Populations of nanodiamond grains in meteorites from the data on isotopic composition and content of nitrogen

Abstract

The present study has shown that the dependence of the isotopic composition of nitrogen on the N/C ratio, revealed from the data for bulk samples of meteoritic nanodiamond, can be obtained within the framework of the following model of the composition of populations of nanodiamond grains: (a) initial nanodiamond, i.e., the nanodiamond in the protoplanetary cloud before the accretion of the meteorite parent bodies, was composed mainly of grains of two populations (denoted as CN and CF), the ratio of which changed in meteorites depending on the degree of hydrothermal metamorphism; (b) only the grains of one of these populations (CN) contain volume-bound nitrogen with δ15N = −350‰; (c) the grains of both populations contain surface-bound nitrogen (δ15N ≡ 0). The calculations revealed the following properties of population grains in this model. (1) The grains of the CN and CF populations are most likely the same in isotopic composition of carbon and heterogeneous in distribution of its isotopes: the central part of grains is enriched with the δ12C isotope relative to the remainder of the grain.
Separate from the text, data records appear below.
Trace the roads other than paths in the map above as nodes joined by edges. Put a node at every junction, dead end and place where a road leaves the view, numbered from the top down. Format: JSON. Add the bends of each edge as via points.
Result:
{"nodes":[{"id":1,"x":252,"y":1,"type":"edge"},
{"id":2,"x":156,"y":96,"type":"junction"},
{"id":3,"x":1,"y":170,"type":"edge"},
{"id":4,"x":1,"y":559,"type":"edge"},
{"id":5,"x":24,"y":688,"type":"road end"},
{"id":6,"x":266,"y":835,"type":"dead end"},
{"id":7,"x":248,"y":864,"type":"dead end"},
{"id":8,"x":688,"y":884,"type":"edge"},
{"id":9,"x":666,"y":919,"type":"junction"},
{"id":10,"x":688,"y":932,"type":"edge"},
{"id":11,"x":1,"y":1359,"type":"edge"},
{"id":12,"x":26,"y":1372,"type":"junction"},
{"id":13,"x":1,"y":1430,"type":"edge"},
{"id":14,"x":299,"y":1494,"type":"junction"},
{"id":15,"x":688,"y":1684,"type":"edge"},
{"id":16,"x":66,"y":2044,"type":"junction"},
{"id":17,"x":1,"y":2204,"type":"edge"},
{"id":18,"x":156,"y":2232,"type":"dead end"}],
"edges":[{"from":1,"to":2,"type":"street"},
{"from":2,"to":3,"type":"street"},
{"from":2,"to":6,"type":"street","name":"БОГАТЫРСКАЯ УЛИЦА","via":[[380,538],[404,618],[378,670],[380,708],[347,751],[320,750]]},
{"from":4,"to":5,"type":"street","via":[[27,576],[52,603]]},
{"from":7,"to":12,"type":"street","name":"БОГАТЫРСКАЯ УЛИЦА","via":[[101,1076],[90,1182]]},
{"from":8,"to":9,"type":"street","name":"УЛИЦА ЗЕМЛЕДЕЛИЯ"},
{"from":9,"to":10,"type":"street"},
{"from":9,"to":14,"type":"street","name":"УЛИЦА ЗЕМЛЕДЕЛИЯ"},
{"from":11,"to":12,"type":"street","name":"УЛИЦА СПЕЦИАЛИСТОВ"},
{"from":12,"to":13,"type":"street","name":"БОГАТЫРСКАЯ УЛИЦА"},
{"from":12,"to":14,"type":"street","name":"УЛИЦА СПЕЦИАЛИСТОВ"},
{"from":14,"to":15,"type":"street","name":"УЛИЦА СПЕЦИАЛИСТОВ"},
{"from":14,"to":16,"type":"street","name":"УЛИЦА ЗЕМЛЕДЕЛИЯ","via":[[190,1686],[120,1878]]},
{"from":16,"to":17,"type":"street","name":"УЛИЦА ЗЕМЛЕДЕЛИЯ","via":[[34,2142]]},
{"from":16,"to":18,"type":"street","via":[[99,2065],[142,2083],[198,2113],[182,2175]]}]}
While the value of δ13C is −37.3 ± 1.1‰ for carbon in the central part, it is −32.8 ± 1.5‰ for the whole volume of the grains. (2) The noble gases of the HL component, specifically Xe-HL, are anomalous in isotopic composition and are most likely contained in the third population of nanodiamond grains (denoted as CHL), the mass fraction of which is negligible relative to that for other grain populations. Only the grains of the CHL population have an undoubtedly presolar origin, while the grains of the other nanodiamond populations could have formed at the early stages of the evolution of the protoplanetary cloud material before the accretion of the meteoritic parent bodies.